◆ REQUIRED ACTION: Look through the records, and whenever a line includes the word "drawRect", copy it.
DATASET EXTRACT START
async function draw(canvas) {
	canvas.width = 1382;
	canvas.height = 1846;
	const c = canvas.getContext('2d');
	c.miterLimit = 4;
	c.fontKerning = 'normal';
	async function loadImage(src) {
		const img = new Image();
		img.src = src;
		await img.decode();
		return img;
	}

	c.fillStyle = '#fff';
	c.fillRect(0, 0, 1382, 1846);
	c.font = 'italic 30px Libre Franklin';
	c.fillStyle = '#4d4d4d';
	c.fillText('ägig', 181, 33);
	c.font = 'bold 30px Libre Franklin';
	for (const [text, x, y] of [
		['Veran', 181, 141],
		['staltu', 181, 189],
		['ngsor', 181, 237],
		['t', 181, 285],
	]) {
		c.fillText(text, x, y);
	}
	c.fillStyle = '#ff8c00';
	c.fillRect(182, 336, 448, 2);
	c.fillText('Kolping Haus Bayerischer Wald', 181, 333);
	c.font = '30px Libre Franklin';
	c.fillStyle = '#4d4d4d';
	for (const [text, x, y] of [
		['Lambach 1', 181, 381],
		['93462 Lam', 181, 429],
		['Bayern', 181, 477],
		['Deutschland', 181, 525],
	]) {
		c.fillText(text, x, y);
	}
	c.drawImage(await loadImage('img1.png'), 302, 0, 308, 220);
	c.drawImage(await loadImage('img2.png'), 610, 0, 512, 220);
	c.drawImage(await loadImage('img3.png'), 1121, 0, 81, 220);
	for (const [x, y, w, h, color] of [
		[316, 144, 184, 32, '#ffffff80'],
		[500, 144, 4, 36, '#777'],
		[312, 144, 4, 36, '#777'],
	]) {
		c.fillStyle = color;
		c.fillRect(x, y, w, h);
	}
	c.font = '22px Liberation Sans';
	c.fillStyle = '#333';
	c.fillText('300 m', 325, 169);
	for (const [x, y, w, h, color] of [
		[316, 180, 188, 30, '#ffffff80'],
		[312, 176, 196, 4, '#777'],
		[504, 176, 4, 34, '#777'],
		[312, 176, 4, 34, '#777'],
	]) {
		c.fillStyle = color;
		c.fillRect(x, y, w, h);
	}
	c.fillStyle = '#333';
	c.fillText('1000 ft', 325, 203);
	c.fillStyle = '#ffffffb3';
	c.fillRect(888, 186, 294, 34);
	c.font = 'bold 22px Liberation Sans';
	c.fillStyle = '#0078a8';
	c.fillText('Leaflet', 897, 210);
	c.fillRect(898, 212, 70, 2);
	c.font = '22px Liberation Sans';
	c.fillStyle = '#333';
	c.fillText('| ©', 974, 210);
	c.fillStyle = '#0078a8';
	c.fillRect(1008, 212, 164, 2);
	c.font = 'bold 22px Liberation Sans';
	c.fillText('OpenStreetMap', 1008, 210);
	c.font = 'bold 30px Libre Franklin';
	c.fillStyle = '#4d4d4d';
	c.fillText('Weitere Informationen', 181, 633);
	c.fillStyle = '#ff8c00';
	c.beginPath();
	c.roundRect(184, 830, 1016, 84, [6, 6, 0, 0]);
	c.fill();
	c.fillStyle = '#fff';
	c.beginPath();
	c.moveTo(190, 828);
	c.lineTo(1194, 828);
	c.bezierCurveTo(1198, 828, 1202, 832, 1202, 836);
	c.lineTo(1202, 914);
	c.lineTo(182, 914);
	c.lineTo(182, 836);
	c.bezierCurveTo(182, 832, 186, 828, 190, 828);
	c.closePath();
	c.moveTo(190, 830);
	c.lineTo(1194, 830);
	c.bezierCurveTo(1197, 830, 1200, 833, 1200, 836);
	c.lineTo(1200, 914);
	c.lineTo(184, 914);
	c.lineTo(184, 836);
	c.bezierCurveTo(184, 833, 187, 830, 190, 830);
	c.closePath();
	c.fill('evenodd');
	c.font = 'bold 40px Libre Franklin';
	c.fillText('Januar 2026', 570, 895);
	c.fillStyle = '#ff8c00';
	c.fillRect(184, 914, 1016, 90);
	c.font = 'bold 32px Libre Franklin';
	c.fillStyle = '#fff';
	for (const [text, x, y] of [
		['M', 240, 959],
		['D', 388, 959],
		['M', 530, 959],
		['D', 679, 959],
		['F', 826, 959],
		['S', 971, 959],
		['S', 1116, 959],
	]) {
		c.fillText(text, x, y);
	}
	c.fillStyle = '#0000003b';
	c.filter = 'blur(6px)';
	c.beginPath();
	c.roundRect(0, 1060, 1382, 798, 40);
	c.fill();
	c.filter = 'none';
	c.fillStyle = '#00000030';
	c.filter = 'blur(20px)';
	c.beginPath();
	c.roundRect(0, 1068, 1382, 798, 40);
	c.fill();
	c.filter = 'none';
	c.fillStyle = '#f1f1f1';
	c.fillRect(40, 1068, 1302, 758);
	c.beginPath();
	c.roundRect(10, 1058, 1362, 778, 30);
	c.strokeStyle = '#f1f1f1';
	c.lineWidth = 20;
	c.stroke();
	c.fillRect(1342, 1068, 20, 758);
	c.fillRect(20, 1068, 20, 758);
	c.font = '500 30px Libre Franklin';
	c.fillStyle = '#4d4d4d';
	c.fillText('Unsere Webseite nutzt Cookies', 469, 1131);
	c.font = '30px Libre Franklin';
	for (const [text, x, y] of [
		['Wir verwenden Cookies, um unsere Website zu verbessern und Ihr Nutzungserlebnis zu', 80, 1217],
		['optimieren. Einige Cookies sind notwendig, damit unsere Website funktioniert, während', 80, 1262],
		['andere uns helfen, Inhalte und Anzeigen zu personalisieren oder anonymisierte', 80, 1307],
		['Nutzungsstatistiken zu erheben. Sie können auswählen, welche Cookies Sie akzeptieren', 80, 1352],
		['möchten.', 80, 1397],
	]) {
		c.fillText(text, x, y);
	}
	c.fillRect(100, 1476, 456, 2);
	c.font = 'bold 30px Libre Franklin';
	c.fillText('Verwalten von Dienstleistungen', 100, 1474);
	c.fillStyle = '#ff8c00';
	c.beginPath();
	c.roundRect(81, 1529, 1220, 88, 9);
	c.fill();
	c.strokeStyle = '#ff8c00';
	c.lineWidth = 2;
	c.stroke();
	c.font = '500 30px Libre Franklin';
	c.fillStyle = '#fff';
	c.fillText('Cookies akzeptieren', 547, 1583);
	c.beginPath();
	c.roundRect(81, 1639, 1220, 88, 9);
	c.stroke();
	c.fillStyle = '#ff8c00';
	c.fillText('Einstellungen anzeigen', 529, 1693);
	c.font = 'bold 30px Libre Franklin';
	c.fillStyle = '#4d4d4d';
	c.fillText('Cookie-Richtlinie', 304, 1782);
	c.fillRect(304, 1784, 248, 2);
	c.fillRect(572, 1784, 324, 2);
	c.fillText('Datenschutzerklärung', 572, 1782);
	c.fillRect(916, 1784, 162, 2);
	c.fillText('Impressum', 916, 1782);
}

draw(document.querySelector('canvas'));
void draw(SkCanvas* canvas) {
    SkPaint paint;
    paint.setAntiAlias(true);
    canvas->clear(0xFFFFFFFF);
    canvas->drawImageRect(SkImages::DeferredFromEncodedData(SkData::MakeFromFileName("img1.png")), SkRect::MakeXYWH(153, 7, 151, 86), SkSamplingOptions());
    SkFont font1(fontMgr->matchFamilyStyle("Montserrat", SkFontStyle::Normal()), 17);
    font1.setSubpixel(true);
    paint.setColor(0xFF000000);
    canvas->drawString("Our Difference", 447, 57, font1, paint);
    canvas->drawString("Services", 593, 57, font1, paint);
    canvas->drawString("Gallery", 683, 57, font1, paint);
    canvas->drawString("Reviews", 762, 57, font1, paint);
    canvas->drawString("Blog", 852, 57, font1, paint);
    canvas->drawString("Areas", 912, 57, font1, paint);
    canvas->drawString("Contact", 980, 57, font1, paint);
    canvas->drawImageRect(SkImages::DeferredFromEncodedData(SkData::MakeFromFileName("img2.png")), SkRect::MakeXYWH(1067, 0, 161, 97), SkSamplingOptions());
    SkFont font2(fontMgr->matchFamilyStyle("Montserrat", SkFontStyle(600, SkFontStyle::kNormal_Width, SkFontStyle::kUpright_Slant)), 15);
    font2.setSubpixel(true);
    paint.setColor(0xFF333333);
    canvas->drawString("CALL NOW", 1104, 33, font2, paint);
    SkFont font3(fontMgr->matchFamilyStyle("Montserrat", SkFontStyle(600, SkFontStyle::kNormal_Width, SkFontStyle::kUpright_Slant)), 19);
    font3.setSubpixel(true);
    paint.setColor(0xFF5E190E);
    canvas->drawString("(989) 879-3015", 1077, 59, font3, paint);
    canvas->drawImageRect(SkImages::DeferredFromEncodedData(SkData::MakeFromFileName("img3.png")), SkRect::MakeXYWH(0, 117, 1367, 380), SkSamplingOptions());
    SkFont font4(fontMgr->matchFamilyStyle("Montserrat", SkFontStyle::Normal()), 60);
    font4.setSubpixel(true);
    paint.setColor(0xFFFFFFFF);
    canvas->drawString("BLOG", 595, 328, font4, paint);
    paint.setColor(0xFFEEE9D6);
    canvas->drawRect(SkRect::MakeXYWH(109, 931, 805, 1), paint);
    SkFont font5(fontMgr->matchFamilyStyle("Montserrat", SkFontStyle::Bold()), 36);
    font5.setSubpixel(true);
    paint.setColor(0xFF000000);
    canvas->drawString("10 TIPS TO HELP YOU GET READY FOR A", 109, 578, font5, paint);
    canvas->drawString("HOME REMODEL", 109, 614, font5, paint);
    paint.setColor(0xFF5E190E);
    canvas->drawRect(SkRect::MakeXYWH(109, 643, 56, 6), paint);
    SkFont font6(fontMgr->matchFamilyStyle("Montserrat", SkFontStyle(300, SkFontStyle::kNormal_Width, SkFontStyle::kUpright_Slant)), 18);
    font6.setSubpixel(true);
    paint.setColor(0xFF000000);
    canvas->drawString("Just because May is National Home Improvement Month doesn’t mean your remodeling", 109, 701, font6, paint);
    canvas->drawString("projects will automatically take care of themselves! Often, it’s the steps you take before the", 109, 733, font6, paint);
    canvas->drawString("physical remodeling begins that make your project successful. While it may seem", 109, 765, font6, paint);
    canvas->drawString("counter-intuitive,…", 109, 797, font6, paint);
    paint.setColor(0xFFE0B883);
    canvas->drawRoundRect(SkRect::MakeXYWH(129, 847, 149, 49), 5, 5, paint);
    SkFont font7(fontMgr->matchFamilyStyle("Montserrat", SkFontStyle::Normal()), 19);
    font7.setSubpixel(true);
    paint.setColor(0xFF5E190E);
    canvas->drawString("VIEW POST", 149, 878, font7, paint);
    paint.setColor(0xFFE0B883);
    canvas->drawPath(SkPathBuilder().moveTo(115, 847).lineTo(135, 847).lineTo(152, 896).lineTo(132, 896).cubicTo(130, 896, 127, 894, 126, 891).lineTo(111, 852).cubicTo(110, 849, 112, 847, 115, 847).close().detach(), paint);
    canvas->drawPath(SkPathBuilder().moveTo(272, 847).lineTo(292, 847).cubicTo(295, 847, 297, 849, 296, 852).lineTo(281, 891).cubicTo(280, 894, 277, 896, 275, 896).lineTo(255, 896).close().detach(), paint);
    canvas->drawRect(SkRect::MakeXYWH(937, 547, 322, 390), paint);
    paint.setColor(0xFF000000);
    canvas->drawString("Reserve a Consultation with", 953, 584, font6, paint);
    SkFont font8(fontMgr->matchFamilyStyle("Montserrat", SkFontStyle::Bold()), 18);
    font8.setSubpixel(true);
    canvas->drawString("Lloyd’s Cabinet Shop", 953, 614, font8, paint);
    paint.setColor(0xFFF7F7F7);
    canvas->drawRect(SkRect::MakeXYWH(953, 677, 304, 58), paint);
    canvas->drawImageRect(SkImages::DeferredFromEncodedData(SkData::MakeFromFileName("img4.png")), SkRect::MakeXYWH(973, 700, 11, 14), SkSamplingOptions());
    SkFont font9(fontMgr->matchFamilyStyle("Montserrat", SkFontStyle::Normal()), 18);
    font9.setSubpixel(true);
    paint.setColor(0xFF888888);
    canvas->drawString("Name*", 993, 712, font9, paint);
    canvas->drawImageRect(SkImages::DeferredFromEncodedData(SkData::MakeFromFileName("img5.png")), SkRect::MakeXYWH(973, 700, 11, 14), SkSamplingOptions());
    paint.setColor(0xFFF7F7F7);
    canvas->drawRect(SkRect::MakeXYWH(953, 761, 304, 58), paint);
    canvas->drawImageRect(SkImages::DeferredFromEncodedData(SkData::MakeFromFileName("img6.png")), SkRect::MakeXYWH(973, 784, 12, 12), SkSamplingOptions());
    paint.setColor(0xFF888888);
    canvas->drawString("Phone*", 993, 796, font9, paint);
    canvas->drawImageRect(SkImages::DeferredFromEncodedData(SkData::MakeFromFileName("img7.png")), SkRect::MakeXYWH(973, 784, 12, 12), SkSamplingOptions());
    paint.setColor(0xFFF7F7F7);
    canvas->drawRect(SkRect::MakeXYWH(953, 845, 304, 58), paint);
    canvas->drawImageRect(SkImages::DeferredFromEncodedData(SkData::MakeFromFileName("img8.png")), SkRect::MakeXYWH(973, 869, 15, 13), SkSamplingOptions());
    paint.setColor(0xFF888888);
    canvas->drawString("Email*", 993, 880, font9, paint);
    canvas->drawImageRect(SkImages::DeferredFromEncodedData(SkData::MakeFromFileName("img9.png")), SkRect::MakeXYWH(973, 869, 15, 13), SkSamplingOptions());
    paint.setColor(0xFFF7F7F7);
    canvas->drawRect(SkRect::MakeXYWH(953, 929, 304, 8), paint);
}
DATASET EXTRACT END
◆ OUTPUT BELOW:
    canvas->drawRect(SkRect::MakeXYWH(109, 931, 805, 1), paint);
    canvas->drawRect(SkRect::MakeXYWH(109, 643, 56, 6), paint);
    canvas->drawRect(SkRect::MakeXYWH(937, 547, 322, 390), paint);
    canvas->drawRect(SkRect::MakeXYWH(953, 677, 304, 58), paint);
    canvas->drawRect(SkRect::MakeXYWH(953, 761, 304, 58), paint);
    canvas->drawRect(SkRect::MakeXYWH(953, 845, 304, 58), paint);
    canvas->drawRect(SkRect::MakeXYWH(953, 929, 304, 8), paint);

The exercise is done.